- [REQUIRED ACTION]: All lines below containing the string "stream" are to be copied.

- [ENTRIES SUPPLIED]:
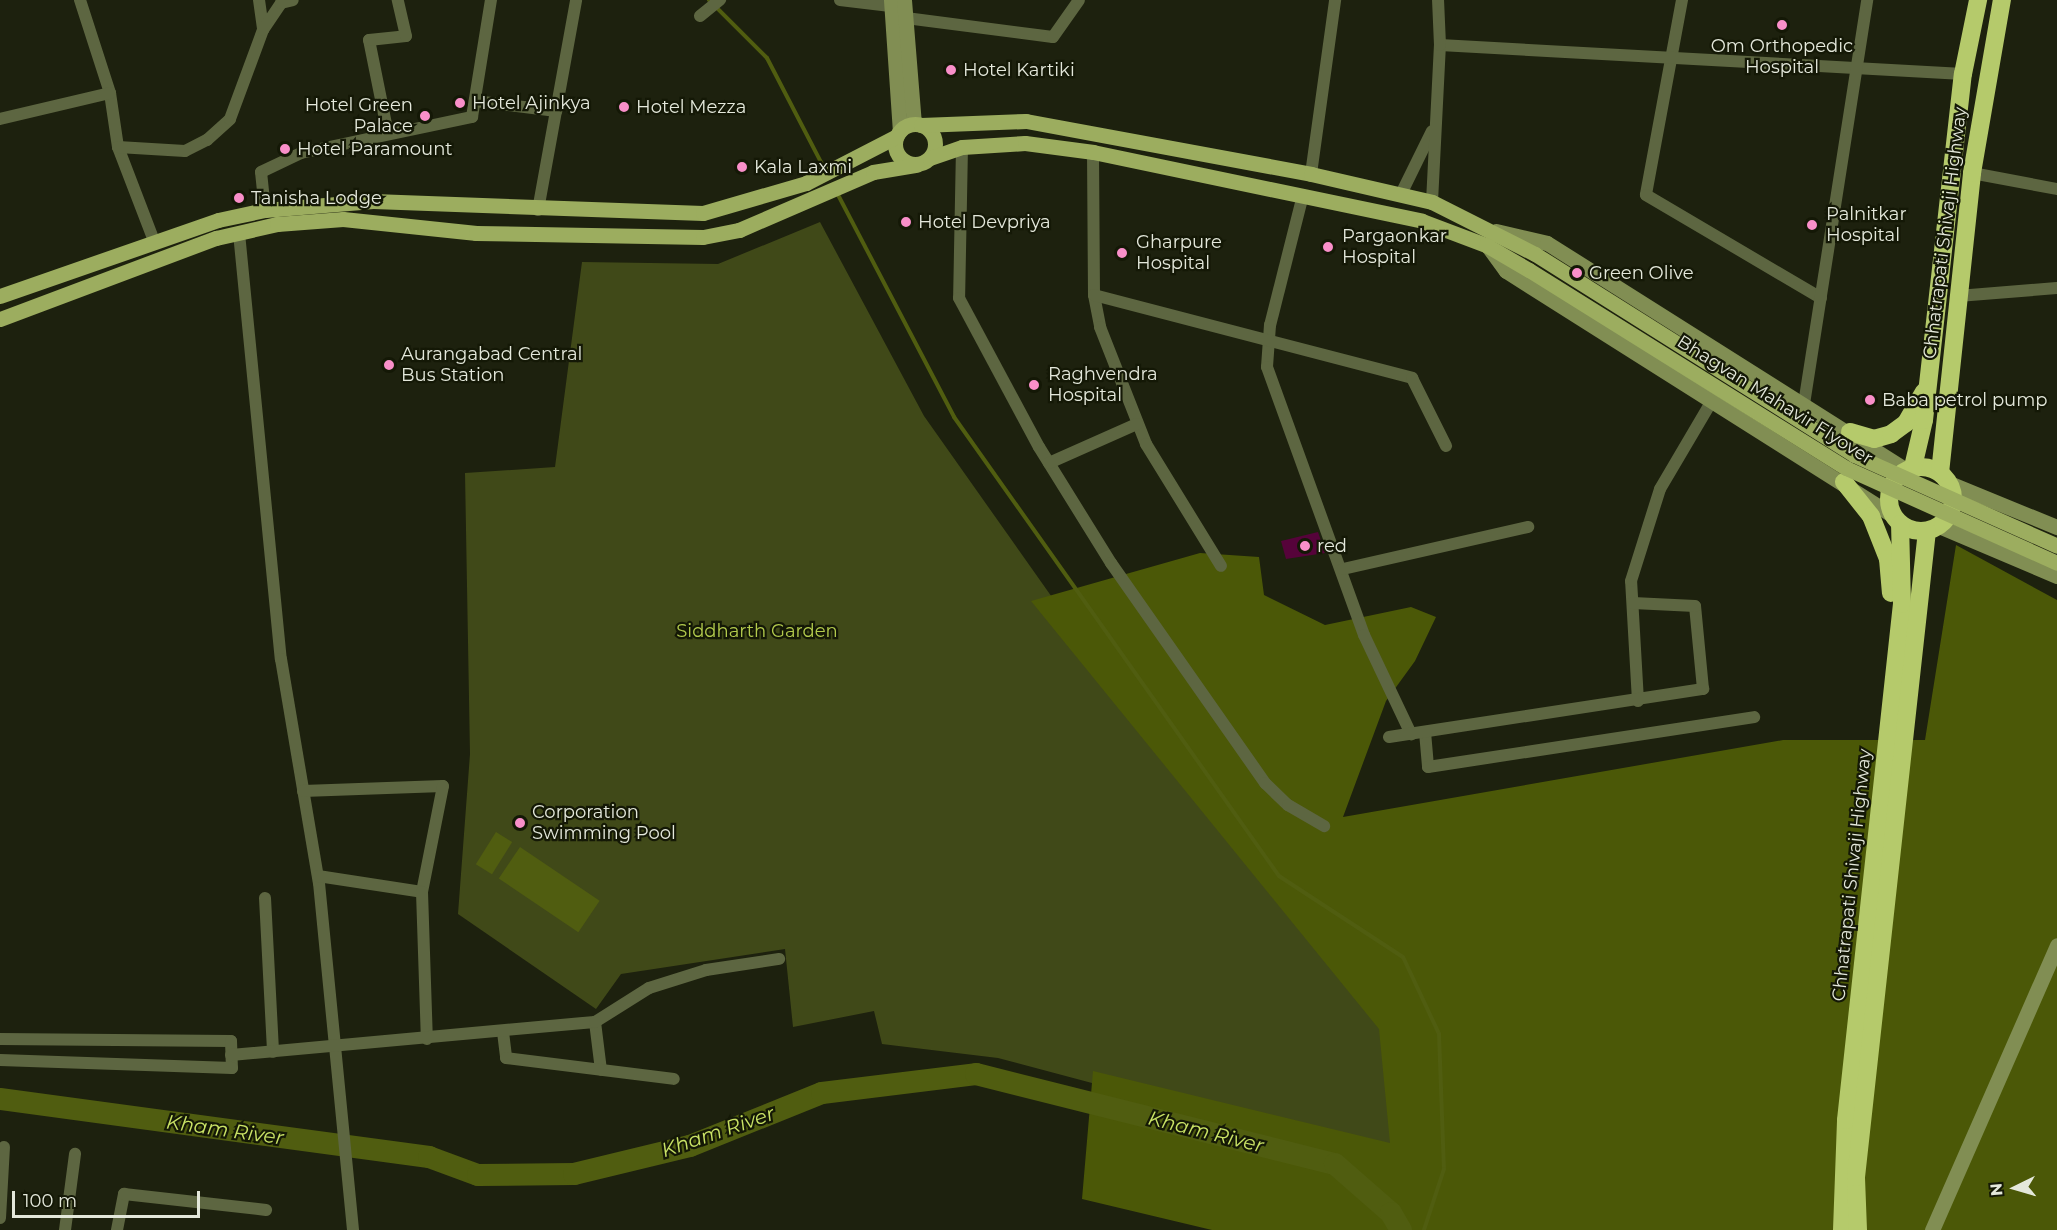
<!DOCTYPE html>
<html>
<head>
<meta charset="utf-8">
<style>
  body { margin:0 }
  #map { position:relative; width:2057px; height:1230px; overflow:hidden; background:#1d210e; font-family:Montserrat,sans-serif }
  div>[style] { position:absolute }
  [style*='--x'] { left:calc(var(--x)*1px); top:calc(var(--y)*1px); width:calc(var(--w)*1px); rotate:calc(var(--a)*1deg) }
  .green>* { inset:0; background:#404918 }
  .forest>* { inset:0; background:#4b5807 }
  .water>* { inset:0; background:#505d10; transform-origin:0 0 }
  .stream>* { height:4px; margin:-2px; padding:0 2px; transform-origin:2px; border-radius:2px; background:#505d10 }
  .river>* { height:22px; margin:-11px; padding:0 11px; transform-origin:11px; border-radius:11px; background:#505d10 }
  .building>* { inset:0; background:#56033a }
  .street>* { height:12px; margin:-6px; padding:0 6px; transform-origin:6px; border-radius:6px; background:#5d6641 }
  .secondary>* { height:15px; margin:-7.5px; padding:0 7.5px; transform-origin:7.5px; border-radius:7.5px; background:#818e53 }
  .primary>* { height:15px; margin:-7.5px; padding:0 7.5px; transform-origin:7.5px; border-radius:7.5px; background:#9cad5f }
  .primary>.ring { margin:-7.5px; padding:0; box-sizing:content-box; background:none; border:15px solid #9cad5f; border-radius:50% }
  .highway>* { height:18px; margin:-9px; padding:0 9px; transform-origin:9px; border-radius:9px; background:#b5ca6b }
  .highway>.ring { margin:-9px; padding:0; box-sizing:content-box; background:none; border:18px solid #b5ca6b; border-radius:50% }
  .primary-bridge>* { height:15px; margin:-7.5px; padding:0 7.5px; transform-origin:7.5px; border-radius:7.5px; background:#9cad5f }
  .dots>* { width:16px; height:16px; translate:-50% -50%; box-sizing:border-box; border:3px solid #141806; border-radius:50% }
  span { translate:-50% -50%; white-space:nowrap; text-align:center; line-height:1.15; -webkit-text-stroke:4.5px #141806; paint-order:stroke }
  .poi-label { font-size:18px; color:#e4e8db }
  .left { translate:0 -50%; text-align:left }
  .right { translate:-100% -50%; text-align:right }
  .street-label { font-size:18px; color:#e4e8db }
  .park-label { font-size:18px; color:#b3cb4d }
  .water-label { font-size:20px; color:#cae366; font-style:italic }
  .north { position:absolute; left:1985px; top:1158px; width:60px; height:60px; -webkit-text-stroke:4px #141806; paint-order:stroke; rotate:265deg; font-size:16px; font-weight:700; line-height:24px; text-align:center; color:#e4e8db }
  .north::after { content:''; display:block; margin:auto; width:21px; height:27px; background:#e4e8db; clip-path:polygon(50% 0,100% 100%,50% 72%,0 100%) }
  .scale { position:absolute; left:12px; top:1191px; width:188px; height:27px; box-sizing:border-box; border:3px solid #e4e8db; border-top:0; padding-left:8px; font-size:18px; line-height:21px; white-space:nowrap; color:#e4e8db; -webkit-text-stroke:4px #141806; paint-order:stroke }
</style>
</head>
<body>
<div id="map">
  <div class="green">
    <i style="clip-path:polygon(820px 222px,924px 416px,1143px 726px,1401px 1022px,1412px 1176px,1257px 1127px,998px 1058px,882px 1044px,874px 1011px,793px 1027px,785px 949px,621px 974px,596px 1009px,458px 914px,470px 754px,465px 473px,555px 467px,582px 262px,718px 264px)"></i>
  </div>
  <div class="forest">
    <i style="clip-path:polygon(1956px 545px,2057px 600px,2057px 1230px,1212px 1230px,1082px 1199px,1093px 1071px,1390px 1143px,1379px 1029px,1031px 601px,1200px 553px,1259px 557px,1264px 595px,1325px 625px,1411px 607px,1436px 617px,1415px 661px,1386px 701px,1343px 817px,1783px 740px,1925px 740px)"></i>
  </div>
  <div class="water">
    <i style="left:496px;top:832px;width:19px;height:38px;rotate:32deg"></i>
    <i style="left:520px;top:847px;width:96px;height:38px;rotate:34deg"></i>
  </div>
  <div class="stream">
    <i style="--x:709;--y:0;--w:82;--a:45"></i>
    <i style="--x:767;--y:58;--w:124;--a:62.6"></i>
    <i style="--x:836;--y:191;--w:255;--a:62.4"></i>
    <i style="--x:954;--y:417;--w:562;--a:54.7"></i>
    <i style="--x:1279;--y:876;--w:148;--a:33.2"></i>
    <i style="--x:1403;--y:957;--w:85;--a:64.9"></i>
    <i style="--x:1439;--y:1034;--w:135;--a:87.9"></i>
    <i style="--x:1444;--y:1169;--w:64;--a:108.2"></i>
  </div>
  <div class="river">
    <i style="--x:0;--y:1099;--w:433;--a:7.7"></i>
    <i style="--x:429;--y:1157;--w:52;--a:20.2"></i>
    <i style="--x:478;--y:1175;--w:96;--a:-0.6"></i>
    <i style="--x:574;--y:1174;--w:119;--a:-13.6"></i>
    <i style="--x:690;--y:1146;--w:142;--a:-21.9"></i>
    <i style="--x:822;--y:1093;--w:155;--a:-7"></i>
    <i style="--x:976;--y:1074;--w:370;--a:14.1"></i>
    <i style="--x:1335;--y:1164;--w:74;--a:41.2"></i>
    <i style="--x:1391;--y:1213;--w:20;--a:60"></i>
  </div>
  <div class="building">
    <i style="clip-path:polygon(1318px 532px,1325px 553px,1286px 559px,1281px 541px)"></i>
  </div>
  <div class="street">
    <i style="--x:80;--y:0;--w:98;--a:72.1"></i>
    <i style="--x:110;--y:93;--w:55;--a:81.6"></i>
    <i style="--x:118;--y:147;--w:101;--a:69"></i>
    <i style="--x:259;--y:0;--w:30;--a:82"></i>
    <i style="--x:840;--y:0;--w:59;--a:6.8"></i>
    <i style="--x:1682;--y:0;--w:198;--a:100.5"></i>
    <i style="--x:1646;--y:195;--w:203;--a:30.5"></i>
    <i style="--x:700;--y:16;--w:26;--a:-39"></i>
    <i style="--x:906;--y:18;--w:148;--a:7.4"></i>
    <i style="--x:1053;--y:37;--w:45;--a:-54.9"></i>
    <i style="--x:1440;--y:45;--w:524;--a:3.17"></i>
    <i style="--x:475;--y:101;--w:82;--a:7"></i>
    <i style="--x:0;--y:119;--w:113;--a:-13.3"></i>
    <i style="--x:388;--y:134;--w:96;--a:-101.4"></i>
    <i style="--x:369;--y:40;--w:37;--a:-6"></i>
    <i style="--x:406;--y:36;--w:37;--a:-103"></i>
    <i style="--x:118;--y:147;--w:67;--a:3.4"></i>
    <i style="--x:185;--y:151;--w:25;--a:-27"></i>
    <i style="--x:207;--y:140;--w:31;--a:-42"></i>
    <i style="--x:230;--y:119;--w:95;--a:-69.7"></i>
    <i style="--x:263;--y:30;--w:32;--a:-56"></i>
    <i style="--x:281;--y:3;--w:12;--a:-14"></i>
    <i style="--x:962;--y:147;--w:151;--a:91.1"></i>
    <i style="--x:959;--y:298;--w:169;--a:61.8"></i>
    <i style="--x:1039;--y:447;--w:137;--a:58.2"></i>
    <i style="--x:1111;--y:563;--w:269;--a:55"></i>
    <i style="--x:1265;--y:783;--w:32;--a:44"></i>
    <i style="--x:1288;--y:805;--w:42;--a:30.3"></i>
    <i style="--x:1093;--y:152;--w:143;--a:89.6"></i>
    <i style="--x:1094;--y:295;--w:33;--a:79"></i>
    <i style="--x:1100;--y:327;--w:126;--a:68.5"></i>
    <i style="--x:1146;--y:444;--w:143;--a:58.4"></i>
    <i style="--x:1972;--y:173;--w:86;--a:10.7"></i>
    <i style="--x:1311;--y:174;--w:176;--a:-82.1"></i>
    <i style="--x:1401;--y:194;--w:70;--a:-63.8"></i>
    <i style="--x:1303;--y:195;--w:134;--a:104.2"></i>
    <i style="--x:1270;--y:325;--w:42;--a:94.1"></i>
    <i style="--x:1267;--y:367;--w:285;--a:70.1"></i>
    <i style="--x:1364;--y:635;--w:110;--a:64.6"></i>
    <i style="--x:1432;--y:202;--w:157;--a:-87.1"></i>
    <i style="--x:1440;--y:45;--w:45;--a:-92.5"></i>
    <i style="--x:265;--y:210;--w:38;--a:-96"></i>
    <i style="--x:261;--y:172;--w:44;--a:-25.4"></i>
    <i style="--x:301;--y:153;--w:175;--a:-11.9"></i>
    <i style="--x:472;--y:117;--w:119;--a:-80.8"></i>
    <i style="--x:538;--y:210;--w:213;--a:-79.7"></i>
    <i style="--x:239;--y:233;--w:428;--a:84.4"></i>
    <i style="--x:281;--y:659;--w:227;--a:80.4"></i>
    <i style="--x:319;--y:883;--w:349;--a:84.4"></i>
    <i style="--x:1094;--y:295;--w:329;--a:14.6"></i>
    <i style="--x:1412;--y:378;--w:76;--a:63.4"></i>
    <i style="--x:1958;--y:296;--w:99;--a:-4.6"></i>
    <i style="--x:1804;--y:404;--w:409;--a:-81.1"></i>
    <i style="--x:1049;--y:463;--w:96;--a:-23.9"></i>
    <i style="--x:1343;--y:569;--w:190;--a:-12.8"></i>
    <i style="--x:1638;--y:701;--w:120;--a:-93.3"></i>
    <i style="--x:1631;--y:581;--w:96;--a:-72.5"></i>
    <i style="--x:1660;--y:489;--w:104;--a:-59.5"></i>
    <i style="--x:1425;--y:732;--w:35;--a:85"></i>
    <i style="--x:1428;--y:767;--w:330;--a:-8.7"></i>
    <i style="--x:1389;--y:737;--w:318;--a:-8.7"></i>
    <i style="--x:1703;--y:689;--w:83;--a:-95.5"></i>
    <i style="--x:1695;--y:606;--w:62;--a:-177.2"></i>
    <i style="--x:303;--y:791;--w:140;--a:-2"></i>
    <i style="--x:443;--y:786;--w:108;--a:101.2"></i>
    <i style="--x:318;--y:876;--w:105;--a:8.7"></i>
    <i style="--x:422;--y:892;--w:147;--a:88.1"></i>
    <i style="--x:265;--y:898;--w:154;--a:87"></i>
    <i style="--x:595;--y:1022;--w:48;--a:82.9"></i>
    <i style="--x:503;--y:1032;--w:26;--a:83"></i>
    <i style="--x:506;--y:1058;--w:169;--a:7.1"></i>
    <i style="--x:0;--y:1039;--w:231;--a:0.5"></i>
    <i style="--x:231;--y:1041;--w:27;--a:88"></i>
    <i style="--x:232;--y:1068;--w:232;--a:-178"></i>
    <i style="--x:231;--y:1055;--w:365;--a:-5.2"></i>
    <i style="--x:595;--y:1022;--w:64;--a:-32.2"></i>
    <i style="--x:649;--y:988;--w:60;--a:-17.5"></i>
    <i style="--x:706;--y:970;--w:74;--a:-8.6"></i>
    <i style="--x:0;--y:1218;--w:71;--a:-86.8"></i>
    <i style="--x:65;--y:1230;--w:77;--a:-82.5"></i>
    <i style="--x:117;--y:1230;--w:37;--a:-79"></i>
    <i style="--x:124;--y:1194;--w:143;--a:6.4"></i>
  </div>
  <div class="secondary">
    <i style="--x:891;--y:0;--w:131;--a:86.1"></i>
    <i style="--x:904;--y:0;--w:124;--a:85.4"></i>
    <i style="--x:1496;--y:231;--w:52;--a:13.2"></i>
    <i style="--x:1547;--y:243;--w:425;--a:32.3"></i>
    <i style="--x:1487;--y:245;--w:32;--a:54"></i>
    <i style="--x:1506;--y:271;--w:457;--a:32.3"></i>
    <i style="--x:1949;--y:483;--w:117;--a:22.2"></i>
    <i style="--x:1939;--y:526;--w:128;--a:23"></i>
    <i style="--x:1932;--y:1230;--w:311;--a:-66.3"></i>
  </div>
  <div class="primary">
    <i class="ring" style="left:895px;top:124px;width:25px;height:25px"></i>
    <i style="--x:921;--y:125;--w:105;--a:-2.2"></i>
    <i style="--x:1026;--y:121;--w:290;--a:10.5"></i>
    <i style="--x:1311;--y:174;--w:124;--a:13"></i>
    <i style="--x:1432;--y:202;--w:115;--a:26.8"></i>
    <i style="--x:930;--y:158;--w:34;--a:-19"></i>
    <i style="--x:962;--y:147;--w:63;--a:-3.6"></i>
    <i style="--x:1025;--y:143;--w:69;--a:7.5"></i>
    <i style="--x:1093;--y:152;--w:336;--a:11.8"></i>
    <i style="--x:1422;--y:221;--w:68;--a:20.6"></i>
    <i style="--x:1486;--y:245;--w:50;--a:30.2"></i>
    <i style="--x:0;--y:296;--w:231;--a:-19.2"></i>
    <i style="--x:218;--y:220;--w:48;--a:-12"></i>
    <i style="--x:265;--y:210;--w:108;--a:-4.8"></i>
    <i style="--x:373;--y:201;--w:330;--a:2.1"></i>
    <i style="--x:703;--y:213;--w:107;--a:-16.2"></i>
    <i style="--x:806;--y:183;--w:102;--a:-27.3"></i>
    <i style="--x:0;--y:319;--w:231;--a:-20.6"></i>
    <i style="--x:216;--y:238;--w:63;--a:-12.9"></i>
    <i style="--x:277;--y:224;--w:66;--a:-4.3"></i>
    <i style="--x:343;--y:219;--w:134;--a:6"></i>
    <i style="--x:476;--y:233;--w:227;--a:1"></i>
    <i style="--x:703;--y:237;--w:37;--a:-11"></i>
    <i style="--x:739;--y:230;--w:146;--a:-23.4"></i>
    <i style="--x:873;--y:172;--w:44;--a:-9.2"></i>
  </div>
  <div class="highway">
    <i style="--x:1850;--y:432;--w:25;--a:16"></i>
    <i style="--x:1874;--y:439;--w:18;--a:-16"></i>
    <i style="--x:1891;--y:434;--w:19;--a:-36"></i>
    <i style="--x:1906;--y:423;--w:36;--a:-60"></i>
    <i class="ring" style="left:1889px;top:467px;width:46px;height:46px"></i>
    <i style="--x:1913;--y:467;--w:48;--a:-76.8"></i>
    <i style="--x:1924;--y:420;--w:348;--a:-83.6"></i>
    <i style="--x:1963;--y:74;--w:76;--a:-78.5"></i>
    <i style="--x:1940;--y:473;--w:302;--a:-83.9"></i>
    <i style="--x:1972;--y:173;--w:176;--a:-80.2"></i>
    <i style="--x:1844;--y:482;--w:43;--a:51.5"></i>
    <i style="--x:1871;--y:516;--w:46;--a:68.4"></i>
    <i style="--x:1888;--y:559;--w:34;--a:85"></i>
    <i style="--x:1842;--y:1230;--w:110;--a:-87.9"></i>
    <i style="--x:1846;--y:1120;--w:519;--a:-83.81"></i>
    <i style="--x:1902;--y:604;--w:80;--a:-91.4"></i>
    <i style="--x:1858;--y:1230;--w:53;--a:-92.2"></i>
    <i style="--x:1856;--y:1177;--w:650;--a:-83.73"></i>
  </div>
  <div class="primary-bridge">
    <i style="--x:1535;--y:254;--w:377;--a:32.2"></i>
    <i style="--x:1854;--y:455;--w:222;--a:24.1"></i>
    <i style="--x:1529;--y:270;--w:374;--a:32"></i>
    <i style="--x:1846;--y:468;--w:231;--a:24.2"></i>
  </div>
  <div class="dots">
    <i style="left:1782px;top:25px;background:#f98fc9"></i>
    <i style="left:951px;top:70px;background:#f98fc9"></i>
    <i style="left:460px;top:103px;background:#f98fc9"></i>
    <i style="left:624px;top:107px;background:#f98fc9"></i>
    <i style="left:425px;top:116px;background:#f98fc9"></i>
    <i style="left:285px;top:149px;background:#f98fc9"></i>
    <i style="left:742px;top:167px;background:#f98fc9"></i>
    <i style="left:239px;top:198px;background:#f98fc9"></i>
    <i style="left:906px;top:222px;background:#f98fc9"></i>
    <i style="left:1812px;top:225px;background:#f98fc9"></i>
    <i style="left:1328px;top:247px;background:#f98fc9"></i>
    <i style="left:1122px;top:253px;background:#f98fc9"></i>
    <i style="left:1577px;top:273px;background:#f98fc9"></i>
    <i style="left:389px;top:365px;background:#f98fc9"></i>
    <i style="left:1034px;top:385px;background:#f98fc9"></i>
    <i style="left:1870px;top:400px;background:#f98fc9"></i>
    <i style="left:1305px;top:546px;background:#f98fc9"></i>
    <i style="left:520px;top:823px;background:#f98fc9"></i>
  </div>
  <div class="poi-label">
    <span style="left:1782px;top:57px">Om Orthopedic<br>Hospital</span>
    <span class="left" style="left:963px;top:70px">Hotel Kartiki</span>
    <span class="left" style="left:472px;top:103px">Hotel Ajinkya</span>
    <span class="right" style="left:413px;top:116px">Hotel Green<br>Palace</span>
    <span class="left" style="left:636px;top:107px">Hotel Mezza</span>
    <span class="left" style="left:297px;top:149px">Hotel Paramount</span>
    <span class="left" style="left:754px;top:167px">Kala Laxmi</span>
    <span class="left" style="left:251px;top:198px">Tanisha Lodge</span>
    <span class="left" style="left:1826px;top:225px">Palnitkar<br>Hospital</span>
    <span class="left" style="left:918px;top:222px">Hotel Devpriya</span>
    <span class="left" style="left:1342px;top:247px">Pargaonkar<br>Hospital</span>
    <span class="left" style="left:1136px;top:253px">Gharpure<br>Hospital</span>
    <span class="left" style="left:1589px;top:273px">Green Olive</span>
    <span class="left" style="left:401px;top:365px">Aurangabad Central<br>Bus Station</span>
    <span class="left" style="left:1048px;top:385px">Raghvendra<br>Hospital</span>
    <span class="left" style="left:1882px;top:400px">Baba petrol pump</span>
    <span class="left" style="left:1317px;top:546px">red</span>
    <span class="left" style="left:532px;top:823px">Corporation<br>Swimming Pool</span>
  </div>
  <div class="street-label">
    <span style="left:1945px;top:233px;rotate:-83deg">Chhatrapati Shivaji Highway</span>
    <span style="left:1775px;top:400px;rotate:32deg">Bhagvan Mahavir Flyover</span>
    <span style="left:1852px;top:875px;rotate:-84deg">Chhatrapati Shivaji Highway</span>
  </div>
  <div class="park-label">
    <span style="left:757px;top:631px">Siddharth Garden</span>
  </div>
  <div class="water-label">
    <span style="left:225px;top:1130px;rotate:8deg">Kham River</span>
    <span style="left:718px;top:1132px;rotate:-19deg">Kham River</span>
    <span style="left:1206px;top:1132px;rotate:14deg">Kham River</span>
  </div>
  <div class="north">N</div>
  <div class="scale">100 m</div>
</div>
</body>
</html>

- [ANSWER FOR THE TASK]:
  .stream>* { height:4px; margin:-2px; padding:0 2px; transform-origin:2px; border-radius:2px; background:#505d10 }
  <div class="stream">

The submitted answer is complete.